Stored items:
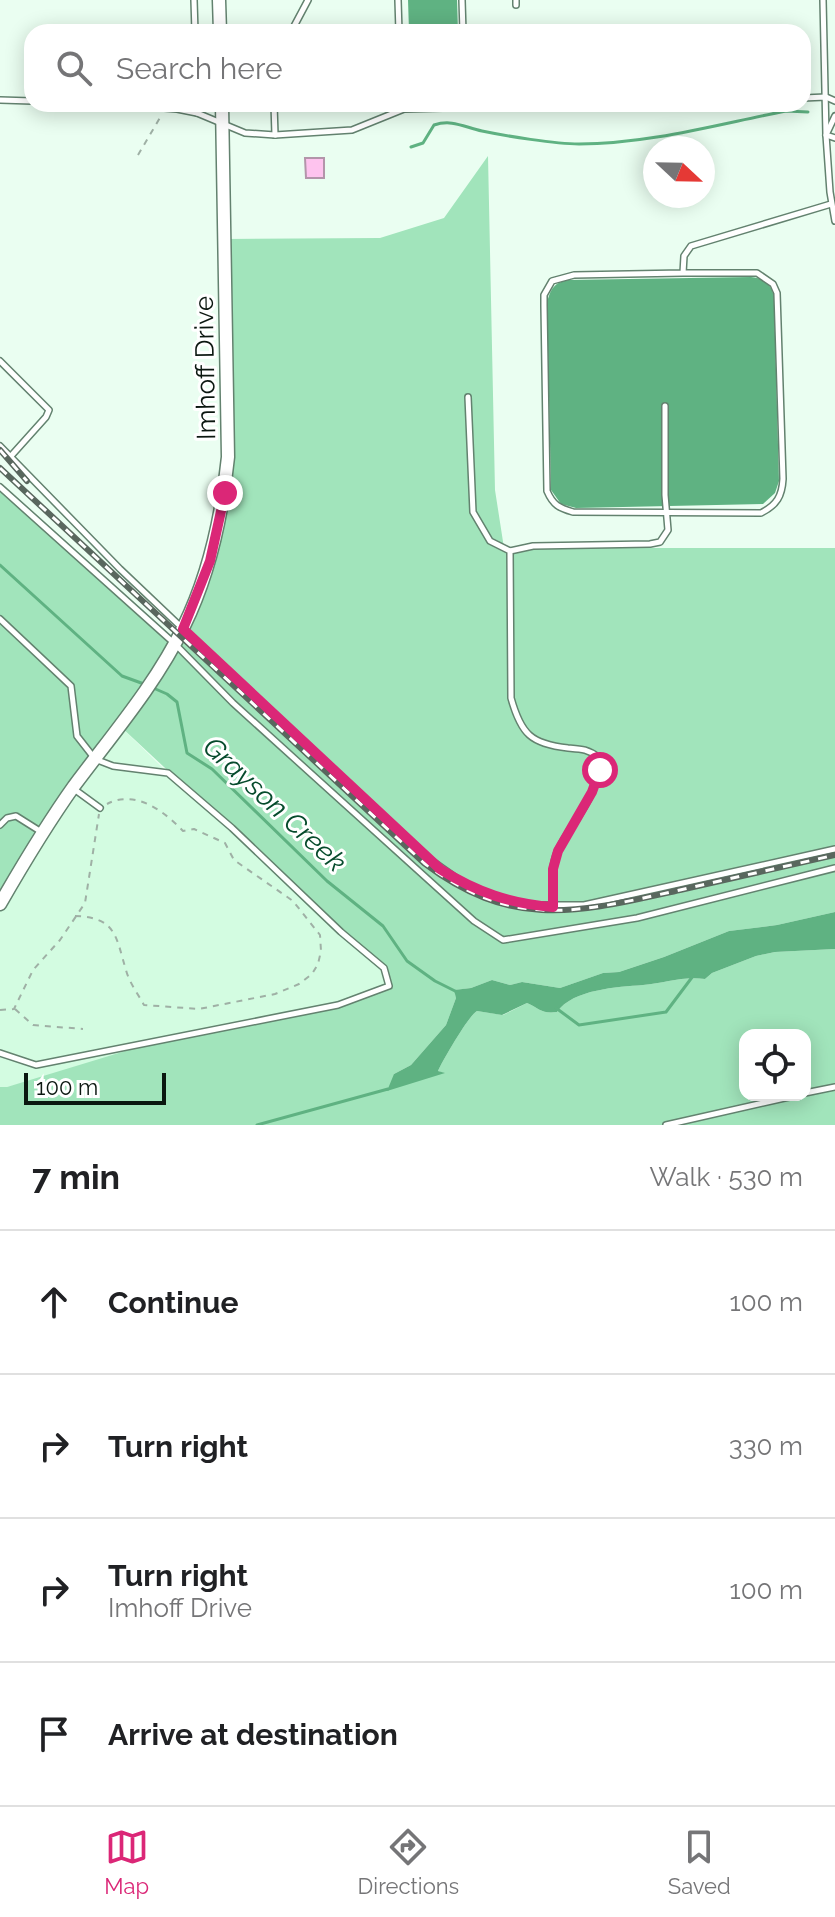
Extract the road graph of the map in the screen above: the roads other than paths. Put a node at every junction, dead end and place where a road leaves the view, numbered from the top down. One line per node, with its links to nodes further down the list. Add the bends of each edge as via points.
1 (194, 0): 7 (lane)
2 (219, 0): 8 (street)
3 (308, 0): 9 (lane)
4 (398, 0): 10 (lane)
5 (462, 0): 11 (lane)
6 (823, 0): 12 (lane)
7 (195, 24)
8 (220, 24)
9 (295, 24)
10 (399, 24)
11 (463, 24)
12 (826, 97): 13 (lane); 16 (lane); 25 (lane)
13 (811, 98)
14 (0, 100): 15 (lane)
15 (24, 101)
16 (835, 101)
17 (191, 112): 21 (lane)
18 (222, 112): 23 (street, Imhoff Drive)
19 (274, 112): 24 (lane)
20 (397, 112): 24 (lane, via 352,130)
21 (197, 113): 23 (lane)
22 (835, 116): 25 (lane)
23 (222, 125): 24 (lane); 39 (street, Imhoff Drive, via 228,457 210,561)
24 (275, 135)
25 (826, 135): 26 (lane); 27 (lane)
26 (835, 138)
27 (831, 204): 28 (lane); 29 (lane, via 691,246)
28 (835, 221)
29 (683, 273): 36 (lane, via 757,273 773,284 783,479 779,499 761,513); 36 (lane, via 562,276 544,295 551,502 573,512)
30 (0, 361): 34 (lane, via 49,410)
31 (468, 397): 37 (lane, via 473,512 490,541)
32 (665, 406): 36 (lane)
33 (0, 446): 34 (lane)
34 (11, 456): 39 (lane)
35 (0, 487): 40 (lane)
36 (666, 512): 37 (lane, via 668,530 660,542)
37 (510, 551): 51 (lane, via 511,698 517,719 527,735 543,744 588,750 598,757 600,770 558,851)
38 (0, 619): 41 (lane, via 71,686 77,736)
39 (183, 629): 40 (street, Imhoff Drive); 51 (lane, via 440,869 483,893)
40 (173, 647): 41 (street, Imhoff Drive); 49 (lane, via 463,911 503,940 637,918)
41 (95, 759): 42 (street, Imhoff Drive); 52 (lane, via 168,773 384,968 389,986 338,1005 36,1065)
42 (73, 788): 43 (lane); 47 (street, Imhoff Drive)
43 (100, 808)
44 (0, 813): 45 (lane)
45 (7, 818): 46 (lane); 47 (lane, via 16,816)
46 (0, 825)
47 (43, 833): 50 (street, Imhoff Drive)
48 (835, 849): 51 (lane, via 617,899)
49 (835, 868)
50 (0, 904)
51 (553, 907)
52 (0, 1053)
53 (835, 1087): 54 (lane)
54 (811, 1092)
55 (772, 1101): 56 (lane)
56 (666, 1125)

▶ **What the task asks**:
Your answer should be a single number: the count of lines in the entries that hold the string "street".

▶ **Completed task**:
8